## Information provided
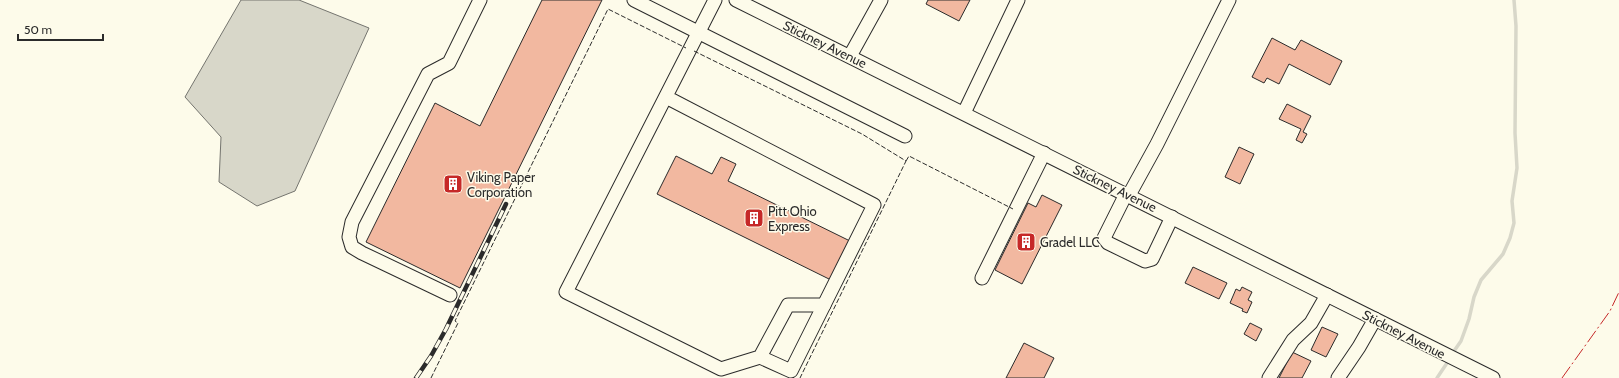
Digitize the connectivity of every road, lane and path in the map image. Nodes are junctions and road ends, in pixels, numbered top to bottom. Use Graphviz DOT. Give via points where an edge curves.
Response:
graph roads {
  1 [pos="480,0"];
  2 [pos="634,0"];
  3 [pos="715,0"];
  4 [pos="736,0"];
  5 [pos="881,0"];
  6 [pos="1018,0"];
  7 [pos="1229,0"];
  8 [pos="699,32"];
  9 [pos="850,56"];
  10 [pos="666,97"];
  11 [pos="964,113"];
  12 [pos="905,136"];
  13 [pos="1044,153"];
  14 [pos="1127,194"];
  15 [pos="1172,217"];
  16 [pos="982,278"];
  17 [pos="450,295"];
  18 [pos="1327,295"];
  19 [pos="824,305"];
  20 [pos="1375,319"];
  21 [pos="760,357"];
  22 [pos="1269,378"];
  23 [pos="1338,378"];
  24 [pos="1493,378"];
  1 -- 17 [label="street" via="449,63 428,74 352,222 349,237 352,247 362,254"];
  2 -- 8 [label="street"];
  3 -- 8 [label="street"];
  4 -- 9 [label="street, Stickney Avenue"];
  5 -- 9 [label="street"];
  6 -- 11 [label="street"];
  7 -- 14 [label="street" via="1157,144"];
  8 -- 10 [label="street"];
  8 -- 12 [label="street"];
  9 -- 11 [label="street, Stickney Avenue"];
  10 -- 19 [label="street" via="874,205"];
  10 -- 21 [label="street" via="566,292 721,370"];
  11 -- 13 [label="street, Stickney Avenue"];
  13 -- 14 [label="street, Stickney Avenue"];
  13 -- 16 [label="street"];
  14 -- 15 [label="street, Stickney Avenue"];
  14 -- 15 [label="street" via="1104,238 1108,243 1145,261 1152,259"];
  15 -- 18 [label="street, Stickney Avenue"];
  18 -- 20 [label="street, Stickney Avenue"];
  18 -- 22 [label="street" via="1311,323 1293,340"];
  19 -- 21 [label="street" via="788,305"];
  19 -- 21 [label="street" via="791,371"];
  20 -- 23 [label="street"];
  20 -- 24 [label="street, Stickney Avenue"];
}
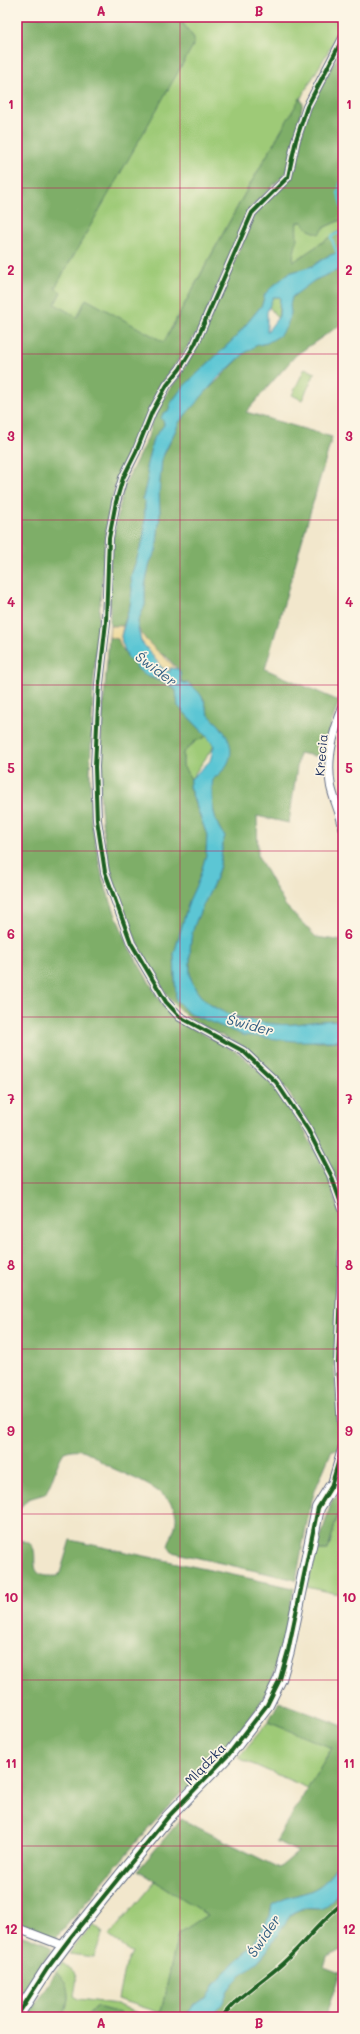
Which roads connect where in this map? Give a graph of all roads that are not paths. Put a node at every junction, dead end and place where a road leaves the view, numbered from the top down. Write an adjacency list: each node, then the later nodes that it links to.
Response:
1 (343, 38): 4 (street)
2 (343, 708): 3 (street, Krecia)
3 (343, 828)
4 (343, 1209)
5 (343, 1242): 6 (street)
6 (343, 1445): 7 (street)
7 (337, 1485): 9 (street, Mlądzka)
8 (17, 1928): 9 (street)
9 (64, 1946): 10 (street, Mlądzka)
10 (17, 2016)

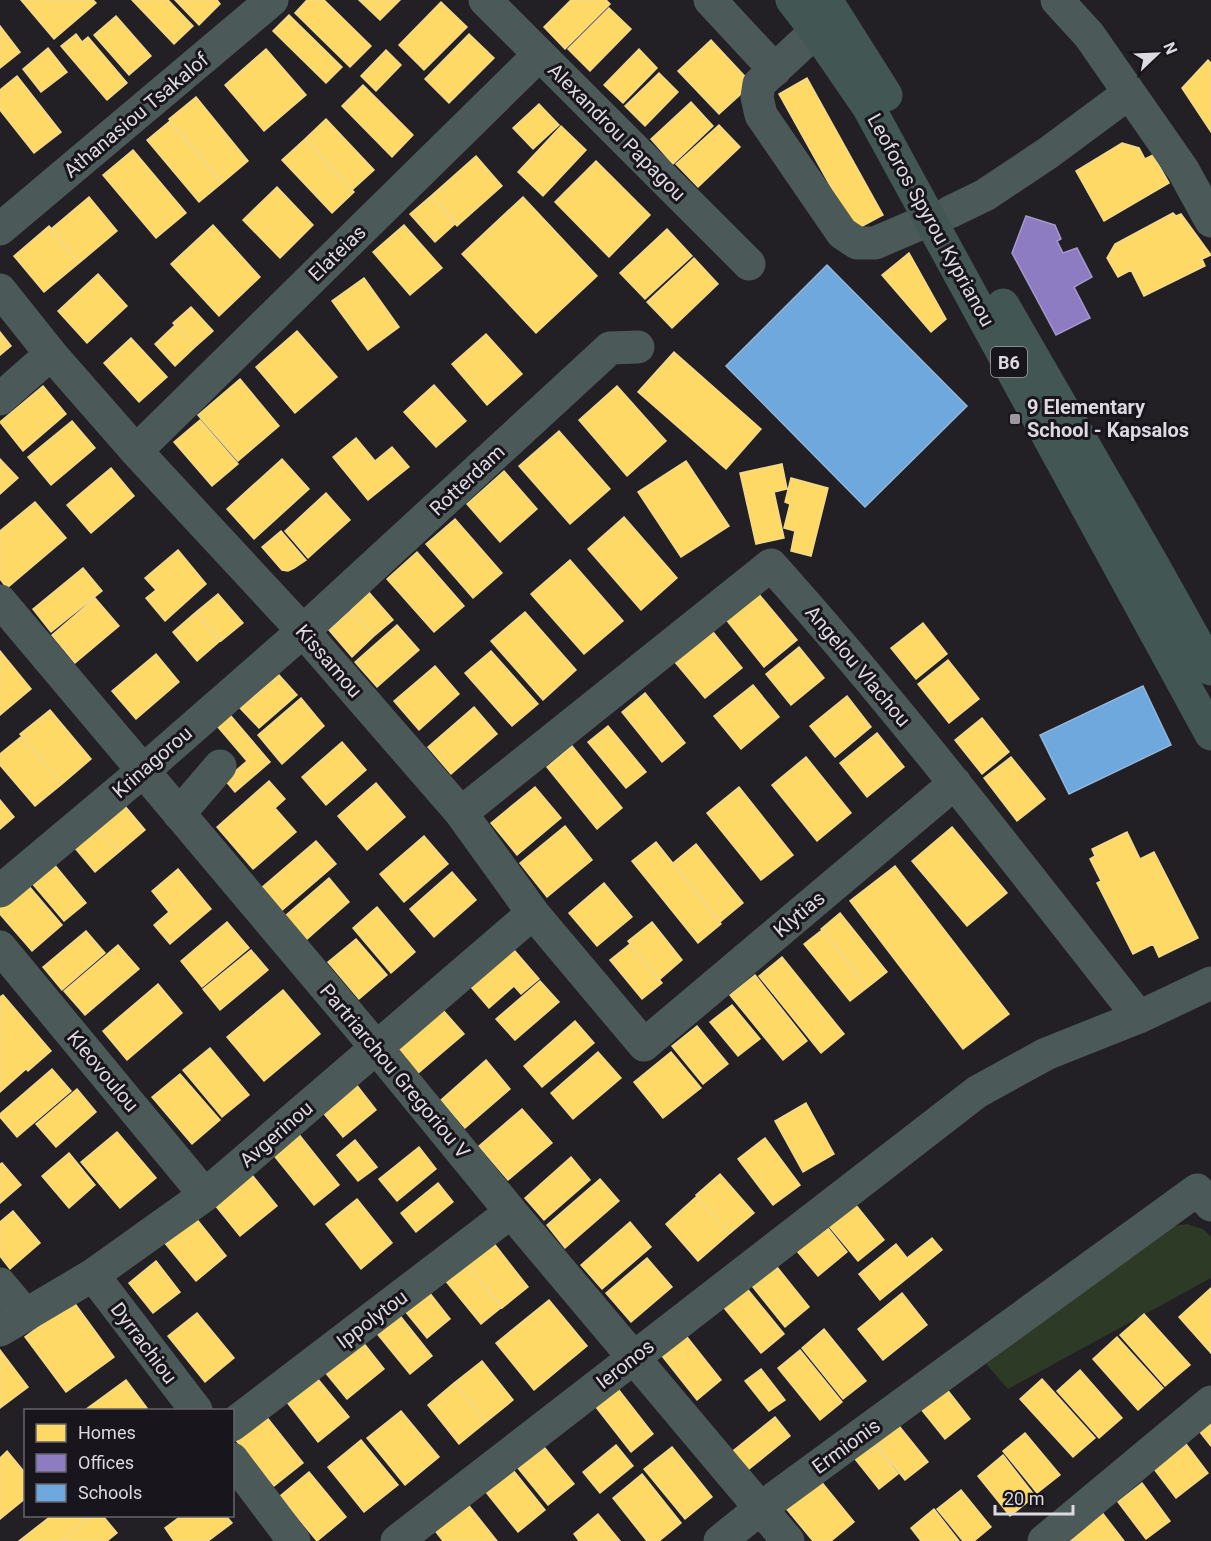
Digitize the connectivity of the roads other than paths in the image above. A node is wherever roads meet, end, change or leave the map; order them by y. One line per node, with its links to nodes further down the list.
1 (272, 0): 13 (street, Athanasiou Tsakalof)
2 (485, 0): 8 (street, Alexandrou Papagou)
3 (710, 0): 9 (street)
4 (792, 0): 7 (main road, Leoforos Spyrou Kyprianou / B6)
5 (826, 0): 11 (main road, Leoforos Spyrou Kyprianou / B6)
6 (1056, 0): 10 (street)
7 (816, 31): 9 (street); 11 (main road, Leoforos Spyrou Kyprianou / B6)
8 (539, 55): 14 (street, Alexandrou Papagou); 19 (street, Elateias)
9 (775, 70): 11 (street)
10 (1129, 93): 11 (street); 12 (street)
11 (940, 215): 22 (main road, Leoforos Spyrou Kyprianou / B6); 23 (main road, Leoforos Spyrou Kyprianou / B6)
12 (1211, 221)
13 (0, 229)
14 (749, 264)
15 (0, 290): 17 (street, Kissamou)
16 (638, 347): 21 (street, Rotterdam)
17 (51, 354): 18 (street); 19 (street, Kissamou)
18 (0, 399)
19 (136, 451): 21 (street, Kissamou)
20 (0, 601): 25 (street, Partriarchou Gregoriou V)
21 (303, 631): 25 (street, Krinagorou); 27 (street, Kissamou)
22 (1211, 669)
23 (1211, 734)
24 (220, 766): 28 (street)
25 (143, 771): 28 (street, Partriarchou Gregoriou V); 29 (street, Krinagorou)
26 (955, 783): 27 (street, Angelou Vlachou); 33 (street, Angelou Vlachou); 34 (street, Klytias)
27 (461, 813): 30 (street, Kissamou)
28 (179, 814): 35 (street, Partriarchou Gregoriou V)
29 (0, 891)
30 (533, 913): 34 (street, Kissamou); 35 (street, Avgerinou)
31 (0, 947): 36 (street, Kleovoulou)
32 (1211, 982): 33 (street)
33 (1139, 1017): 42 (street, Ieronos)
34 (644, 1045)
35 (376, 1047): 36 (street, Avgerinou); 38 (street, Partriarchou Gregoriou V)
36 (205, 1195): 39 (street, Avgerinou)
37 (1211, 1205): 47 (street, Ermionis)
38 (511, 1212): 42 (street, Partriarchou Gregoriou V); 45 (street, Ippolytou)
39 (93, 1275): 41 (street, Avgerinou); 44 (street, Dyrrachiou)
40 (0, 1284): 41 (street)
41 (13, 1322)
42 (634, 1358): 47 (street, Partriarchou Gregoriou V); 49 (street, Ieronos)
43 (1211, 1402): 52 (street)
44 (195, 1409)
45 (234, 1423)
46 (234, 1462): 48 (street)
47 (761, 1508): 50 (street, Ermionis); 51 (street, Partriarchou Gregoriou V)
48 (294, 1541)
49 (397, 1541)
50 (720, 1541)
51 (788, 1541)
52 (1044, 1541)

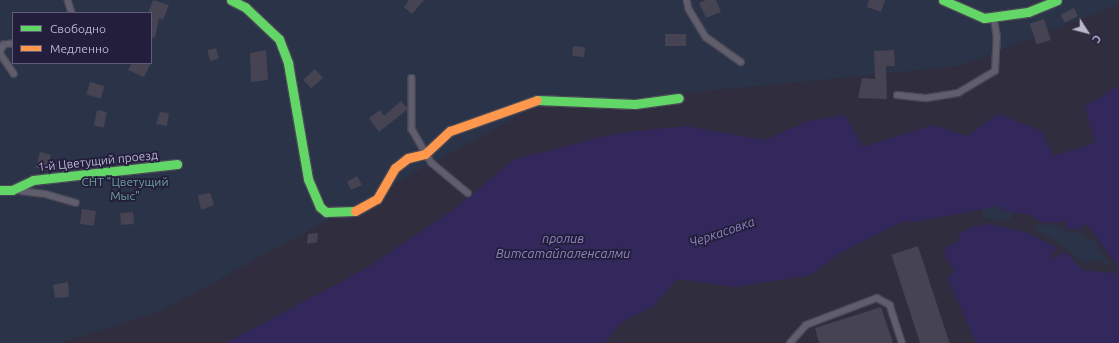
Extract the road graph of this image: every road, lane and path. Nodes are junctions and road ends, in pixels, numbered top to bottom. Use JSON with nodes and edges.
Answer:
{"nodes":[{"id":1,"x":68,"y":0,"type":"edge"},
{"id":2,"x":231,"y":0,"type":"edge"},
{"id":3,"x":687,"y":0,"type":"edge"},
{"id":4,"x":942,"y":0,"type":"edge"},
{"id":5,"x":1057,"y":0,"type":"edge"},
{"id":6,"x":72,"y":12,"type":"edge"},
{"id":7,"x":994,"y":16,"type":"junction"},
{"id":8,"x":12,"y":44,"type":"edge"},
{"id":9,"x":741,"y":62,"type":"dead end"},
{"id":10,"x":14,"y":74,"type":"dead end"},
{"id":11,"x":412,"y":78,"type":"dead end"},
{"id":12,"x":897,"y":96,"type":"dead end"},
{"id":13,"x":680,"y":98,"type":"dead end"},
{"id":14,"x":425,"y":154,"type":"junction"},
{"id":15,"x":177,"y":164,"type":"dead end"},
{"id":16,"x":0,"y":190,"type":"edge"},
{"id":17,"x":12,"y":190,"type":"junction"},
{"id":18,"x":468,"y":193,"type":"dead end"},
{"id":19,"x":76,"y":203,"type":"dead end"},
{"id":20,"x":790,"y":343,"type":"edge"},
{"id":21,"x":902,"y":343,"type":"edge"}],
"edges":[{"from":1,"to":6,"type":"lane"},
{"from":2,"to":14,"type":"street"},
{"from":3,"to":9,"type":"lane"},
{"from":4,"to":7,"type":"street"},
{"from":5,"to":7,"type":"street"},
{"from":7,"to":12,"type":"lane"},
{"from":8,"to":10,"type":"lane"},
{"from":11,"to":14,"type":"lane"},
{"from":13,"to":14,"type":"street"},
{"from":14,"to":18,"type":"lane"},
{"from":15,"to":17,"type":"street","name":"1-й Цветущий проезд"},
{"from":16,"to":17,"type":"street","name":"1-й Цветущий проезд"},
{"from":17,"to":19,"type":"lane"},
{"from":20,"to":21,"type":"lane"}]}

## Exercise description
Whenever a line above has the word "Mlądzka" in it, copy that line.

## Output of the task
7 (337, 1485): 9 (street, Mlądzka)
9 (64, 1946): 10 (street, Mlądzka)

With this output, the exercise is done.